= Working data =
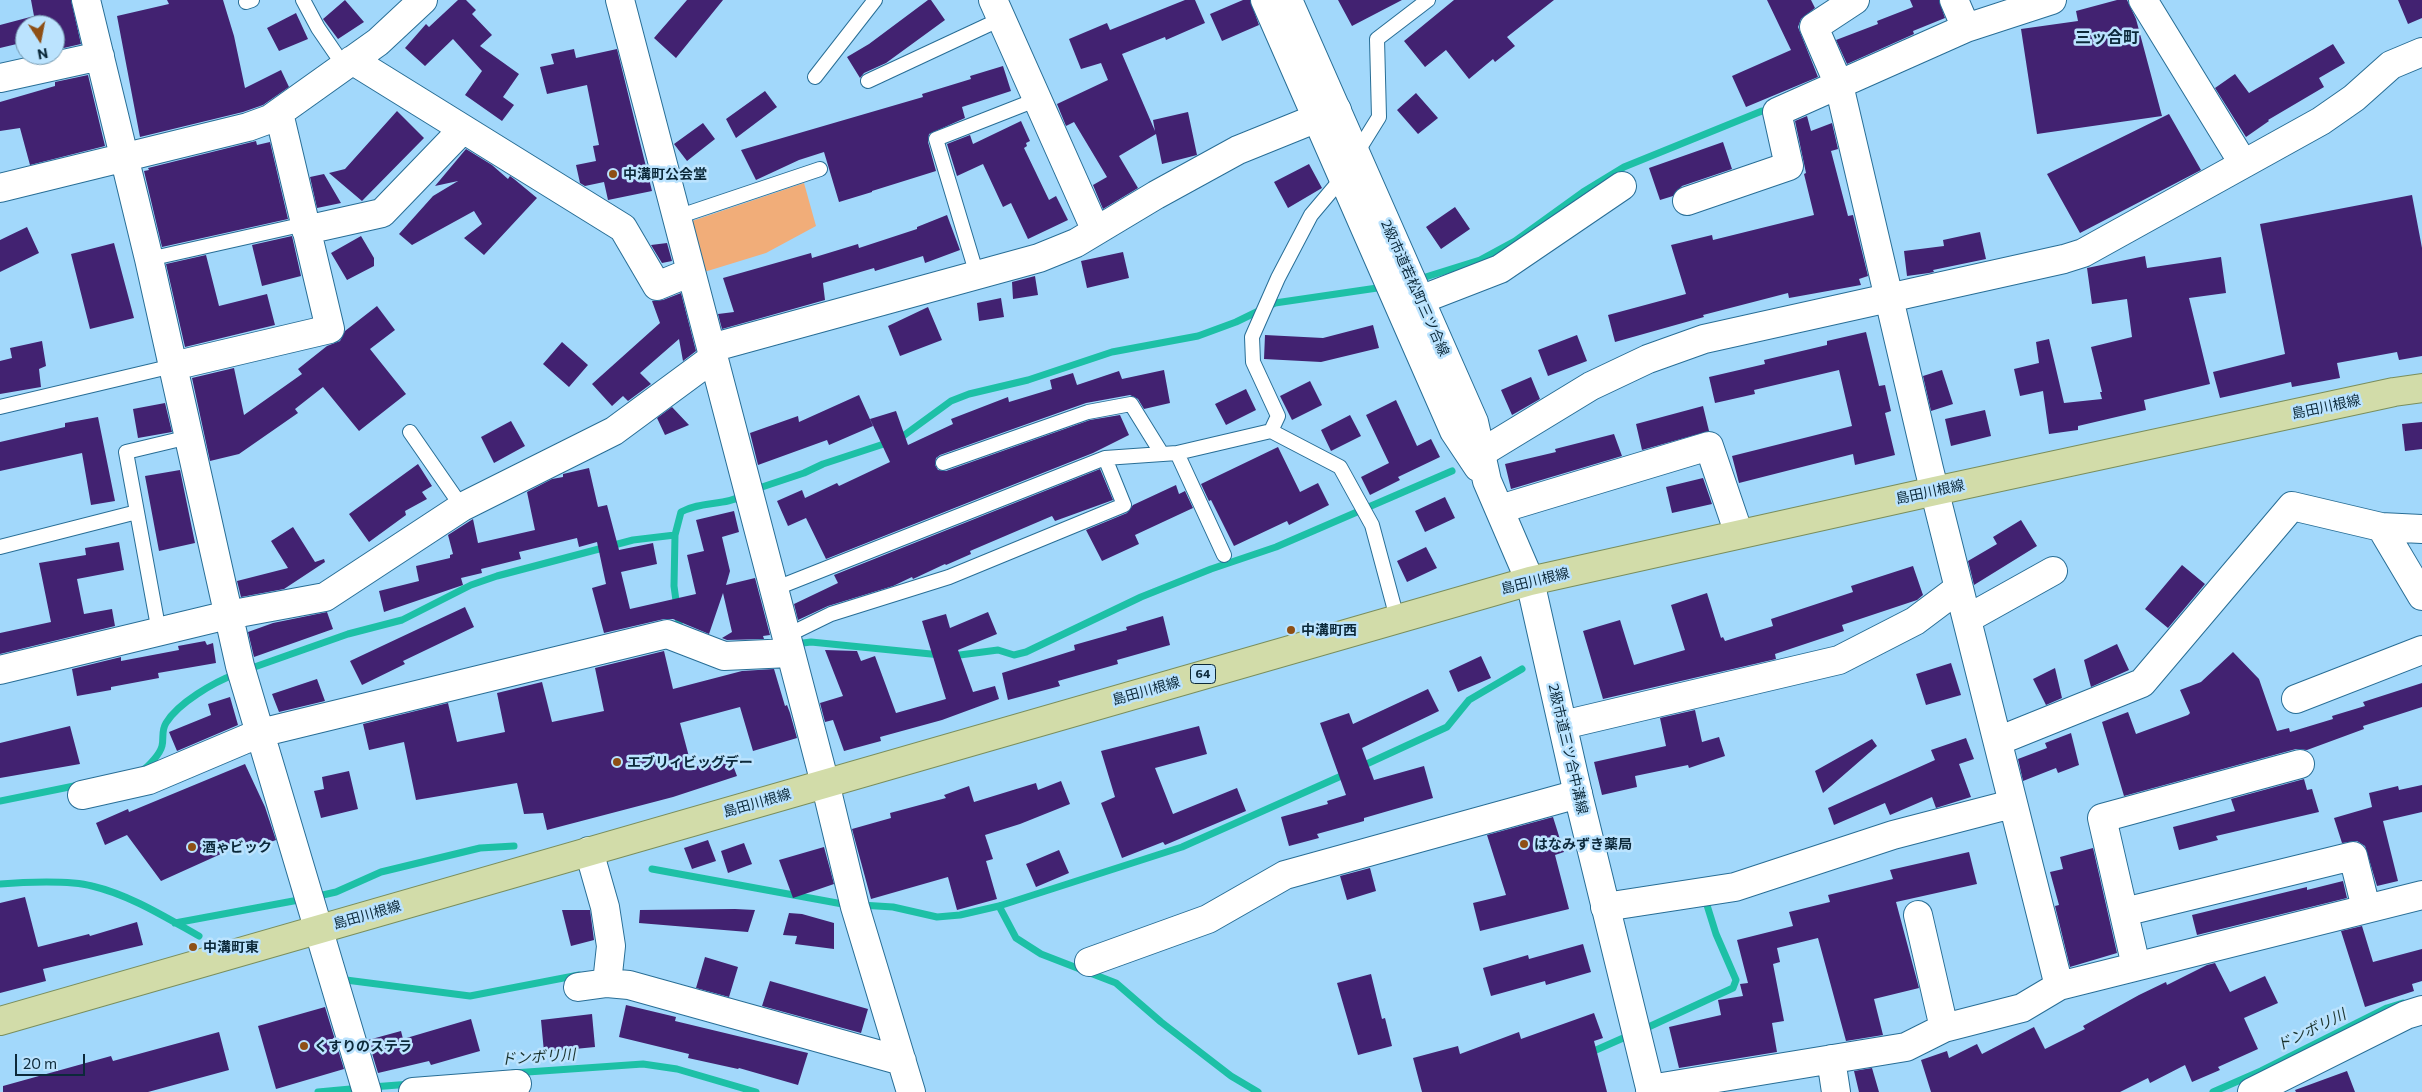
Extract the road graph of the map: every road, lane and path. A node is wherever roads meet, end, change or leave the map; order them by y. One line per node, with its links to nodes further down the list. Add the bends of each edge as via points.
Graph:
1 (86, 0): 16 (street)
2 (303, 0): 17 (lane, via 318,28)
3 (423, 0): 17 (street, via 378,42)
4 (620, 0): 33 (street)
5 (875, 0): 18 (lane)
6 (1266, 0): 24 (street)
7 (1288, 0): 24 (street, 2級市道若松町三ツ合線)
8 (1428, 0): 28 (lane, via 1377,40 1379,117)
9 (1855, 0): 21 (street, via 1814,27)
10 (1954, 0): 14 (street)
11 (2052, 0): 14 (street)
12 (2144, 0): 27 (street)
13 (998, 9): 20 (lane); 22 (street)
14 (1966, 28): 21 (street)
15 (2422, 52): 27 (street, via 2391,65 2354,98 2321,121)
16 (100, 56): 19 (street); 26 (street)
17 (348, 63): 23 (street); 25 (street)
18 (815, 77)
19 (0, 78)
20 (868, 81)
21 (1839, 85): 32 (street, via 1777,112 1789,166); 39 (street)
22 (1038, 99): 35 (street); 38 (lane, via 936,139)
23 (279, 113): 26 (street, via 248,127); 34 (street)
24 (1327, 114): 28 (street, 2級市道若松町三ツ合線); 35 (street, via 1238,150)
25 (463, 129): 34 (street, via 382,213); 37 (street, via 622,228 657,286)
26 (125, 157): 31 (street); 36 (street)
27 (2243, 163): 39 (street, via 2083,253)
28 (1349, 165): 40 (street, 2級市道若松町三ツ合線); 46 (lane, via 1311,214 1252,337 1252,362 1278,416); 53 (street, via 1454,431)
29 (820, 169): 33 (lane)
30 (1622, 186): 40 (street, via 1500,269)
31 (0, 188)
32 (1687, 201)
33 (677, 217): 37 (street)
34 (306, 227): 36 (lane); 42 (street, via 330,328)
35 (1096, 231): 38 (street, via 1076,244 1039,258)
36 (149, 259): 42 (street)
37 (691, 272): 41 (street)
38 (977, 275): 41 (street)
39 (1889, 298): 49 (street, via 1704,339 1648,359 1591,386); 54 (street)
40 (1420, 300): 49 (street, 2級市道若松町三ツ合線, via 1474,422)
41 (712, 353): 55 (street, via 614,431); 66 (street)
42 (173, 366): 44 (lane); 47 (street)
43 (2422, 388): 54 (main road, 島田川根線 / 64)
44 (0, 408)
45 (410, 432): 55 (lane)
46 (1271, 432): 48 (lane); 69 (lane, via 1340,468 1372,525)
47 (189, 437): 57 (lane, via 126,452); 68 (street)
48 (1177, 453): 50 (lane); 62 (lane)
49 (1481, 453): 53 (street, 2級市道若松町三ツ合線)
50 (1162, 454): 51 (lane); 52 (lane, via 1130,404 1088,412)
51 (1105, 458): 66 (lane); 72 (lane, via 1124,505 949,577 831,614)
52 (943, 463)
53 (1487, 480): 56 (street, 2級市道若松町三ツ合線)
54 (1935, 490): 60 (main road, 島田川根線 / 64); 65 (street)
55 (462, 507): 68 (street, via 325,597)
56 (1500, 510): 60 (street, via 1710,446); 64 (street, 2級市道若松町三ツ合線)
57 (137, 512): 61 (lane); 71 (lane)
58 (2381, 527): 59 (street); 67 (street); 78 (street, via 2292,506 2142,683)
59 (2422, 529)
60 (1739, 534): 64 (main road, 島田川根線 / 64)
61 (0, 546)
62 (1224, 555)
63 (2053, 571): 70 (street)
64 (1530, 581): 69 (main road, 島田川根線 / 64); 76 (street, 2級市道三ツ合中溝線)
65 (1959, 588): 70 (street); 76 (street, via 1915,621 1839,660)
66 (774, 589): 72 (street)
67 (2422, 596)
68 (228, 616): 71 (street); 77 (street)
69 (1397, 618): 80 (main road, 島田川根線 / 64)
70 (1967, 619): 78 (street)
71 (159, 632): 74 (street)
72 (788, 644): 77 (street, via 724,656 667,634); 80 (street)
73 (2422, 650): 75 (street)
74 (0, 670)
75 (2296, 699)
76 (1563, 725): 81 (street, 2級市道三ツ合中溝線)
77 (260, 733): 82 (street, via 149,780); 86 (street)
78 (1998, 741): 83 (street)
79 (2300, 764): 89 (street, via 2102,818)
80 (824, 784): 84 (main road, 島田川根線 / 64); 100 (street, via 855,907)
81 (1578, 794): 87 (street, 2級市道三ツ合中溝線); 91 (street, via 1285,875 1208,919)
82 (82, 795)
83 (2012, 804): 87 (street, via 1893,835 1735,887); 94 (street)
84 (589, 851): 86 (main road, 島田川根線 / 64); 93 (street, via 610,936)
85 (2422, 896): 88 (street)
86 (310, 906): 97 (main road, 島田川根線 / 64); 103 (street)
87 (1605, 906): 102 (street, 2級市道三ツ合中溝線)
88 (2366, 908): 89 (street, via 2353,856); 92 (street)
89 (2124, 912): 92 (street)
90 (1918, 915): 98 (street)
91 (1089, 962)
92 (2136, 966): 94 (street)
93 (607, 983): 95 (street); 100 (street, via 629,985)
94 (2059, 986): 98 (street, via 2022,1008)
95 (578, 987)
96 (2422, 1010): 107 (street)
97 (0, 1021)
98 (1944, 1028): 99 (street, via 1906,1047)
99 (1831, 1059): 102 (street); 106 (street)
100 (902, 1061): 105 (street)
101 (517, 1084): 104 (street)
102 (1651, 1090)
103 (367, 1092)
104 (413, 1092)
105 (912, 1092)
106 (1836, 1092)
107 (2252, 1092)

= What you need to do =
Where a record above contains a picture, leave the picture out and transcribe everything else exactly.

= Reply =
Extract the road graph of the map: every road, lane and path. A node is wherever roads meet, end, change or leave the map; order them by y. One line per node, with its links to nodes further down the list. Add the bends of each edge as via points.
Graph:
1 (86, 0): 16 (street)
2 (303, 0): 17 (lane, via 318,28)
3 (423, 0): 17 (street, via 378,42)
4 (620, 0): 33 (street)
5 (875, 0): 18 (lane)
6 (1266, 0): 24 (street)
7 (1288, 0): 24 (street, 2級市道若松町三ツ合線)
8 (1428, 0): 28 (lane, via 1377,40 1379,117)
9 (1855, 0): 21 (street, via 1814,27)
10 (1954, 0): 14 (street)
11 (2052, 0): 14 (street)
12 (2144, 0): 27 (street)
13 (998, 9): 20 (lane); 22 (street)
14 (1966, 28): 21 (street)
15 (2422, 52): 27 (street, via 2391,65 2354,98 2321,121)
16 (100, 56): 19 (street); 26 (street)
17 (348, 63): 23 (street); 25 (street)
18 (815, 77)
19 (0, 78)
20 (868, 81)
21 (1839, 85): 32 (street, via 1777,112 1789,166); 39 (street)
22 (1038, 99): 35 (street); 38 (lane, via 936,139)
23 (279, 113): 26 (street, via 248,127); 34 (street)
24 (1327, 114): 28 (street, 2級市道若松町三ツ合線); 35 (street, via 1238,150)
25 (463, 129): 34 (street, via 382,213); 37 (street, via 622,228 657,286)
26 (125, 157): 31 (street); 36 (street)
27 (2243, 163): 39 (street, via 2083,253)
28 (1349, 165): 40 (street, 2級市道若松町三ツ合線); 46 (lane, via 1311,214 1252,337 1252,362 1278,416); 53 (street, via 1454,431)
29 (820, 169): 33 (lane)
30 (1622, 186): 40 (street, via 1500,269)
31 (0, 188)
32 (1687, 201)
33 (677, 217): 37 (street)
34 (306, 227): 36 (lane); 42 (street, via 330,328)
35 (1096, 231): 38 (street, via 1076,244 1039,258)
36 (149, 259): 42 (street)
37 (691, 272): 41 (street)
38 (977, 275): 41 (street)
39 (1889, 298): 49 (street, via 1704,339 1648,359 1591,386); 54 (street)
40 (1420, 300): 49 (street, 2級市道若松町三ツ合線, via 1474,422)
41 (712, 353): 55 (street, via 614,431); 66 (street)
42 (173, 366): 44 (lane); 47 (street)
43 (2422, 388): 54 (main road, 島田川根線 / 64)
44 (0, 408)
45 (410, 432): 55 (lane)
46 (1271, 432): 48 (lane); 69 (lane, via 1340,468 1372,525)
47 (189, 437): 57 (lane, via 126,452); 68 (street)
48 (1177, 453): 50 (lane); 62 (lane)
49 (1481, 453): 53 (street, 2級市道若松町三ツ合線)
50 (1162, 454): 51 (lane); 52 (lane, via 1130,404 1088,412)
51 (1105, 458): 66 (lane); 72 (lane, via 1124,505 949,577 831,614)
52 (943, 463)
53 (1487, 480): 56 (street, 2級市道若松町三ツ合線)
54 (1935, 490): 60 (main road, 島田川根線 / 64); 65 (street)
55 (462, 507): 68 (street, via 325,597)
56 (1500, 510): 60 (street, via 1710,446); 64 (street, 2級市道若松町三ツ合線)
57 (137, 512): 61 (lane); 71 (lane)
58 (2381, 527): 59 (street); 67 (street); 78 (street, via 2292,506 2142,683)
59 (2422, 529)
60 (1739, 534): 64 (main road, 島田川根線 / 64)
61 (0, 546)
62 (1224, 555)
63 (2053, 571): 70 (street)
64 (1530, 581): 69 (main road, 島田川根線 / 64); 76 (street, 2級市道三ツ合中溝線)
65 (1959, 588): 70 (street); 76 (street, via 1915,621 1839,660)
66 (774, 589): 72 (street)
67 (2422, 596)
68 (228, 616): 71 (street); 77 (street)
69 (1397, 618): 80 (main road, 島田川根線 / 64)
70 (1967, 619): 78 (street)
71 (159, 632): 74 (street)
72 (788, 644): 77 (street, via 724,656 667,634); 80 (street)
73 (2422, 650): 75 (street)
74 (0, 670)
75 (2296, 699)
76 (1563, 725): 81 (street, 2級市道三ツ合中溝線)
77 (260, 733): 82 (street, via 149,780); 86 (street)
78 (1998, 741): 83 (street)
79 (2300, 764): 89 (street, via 2102,818)
80 (824, 784): 84 (main road, 島田川根線 / 64); 100 (street, via 855,907)
81 (1578, 794): 87 (street, 2級市道三ツ合中溝線); 91 (street, via 1285,875 1208,919)
82 (82, 795)
83 (2012, 804): 87 (street, via 1893,835 1735,887); 94 (street)
84 (589, 851): 86 (main road, 島田川根線 / 64); 93 (street, via 610,936)
85 (2422, 896): 88 (street)
86 (310, 906): 97 (main road, 島田川根線 / 64); 103 (street)
87 (1605, 906): 102 (street, 2級市道三ツ合中溝線)
88 (2366, 908): 89 (street, via 2353,856); 92 (street)
89 (2124, 912): 92 (street)
90 (1918, 915): 98 (street)
91 (1089, 962)
92 (2136, 966): 94 (street)
93 (607, 983): 95 (street); 100 (street, via 629,985)
94 (2059, 986): 98 (street, via 2022,1008)
95 (578, 987)
96 (2422, 1010): 107 (street)
97 (0, 1021)
98 (1944, 1028): 99 (street, via 1906,1047)
99 (1831, 1059): 102 (street); 106 (street)
100 (902, 1061): 105 (street)
101 (517, 1084): 104 (street)
102 (1651, 1090)
103 (367, 1092)
104 (413, 1092)
105 (912, 1092)
106 (1836, 1092)
107 (2252, 1092)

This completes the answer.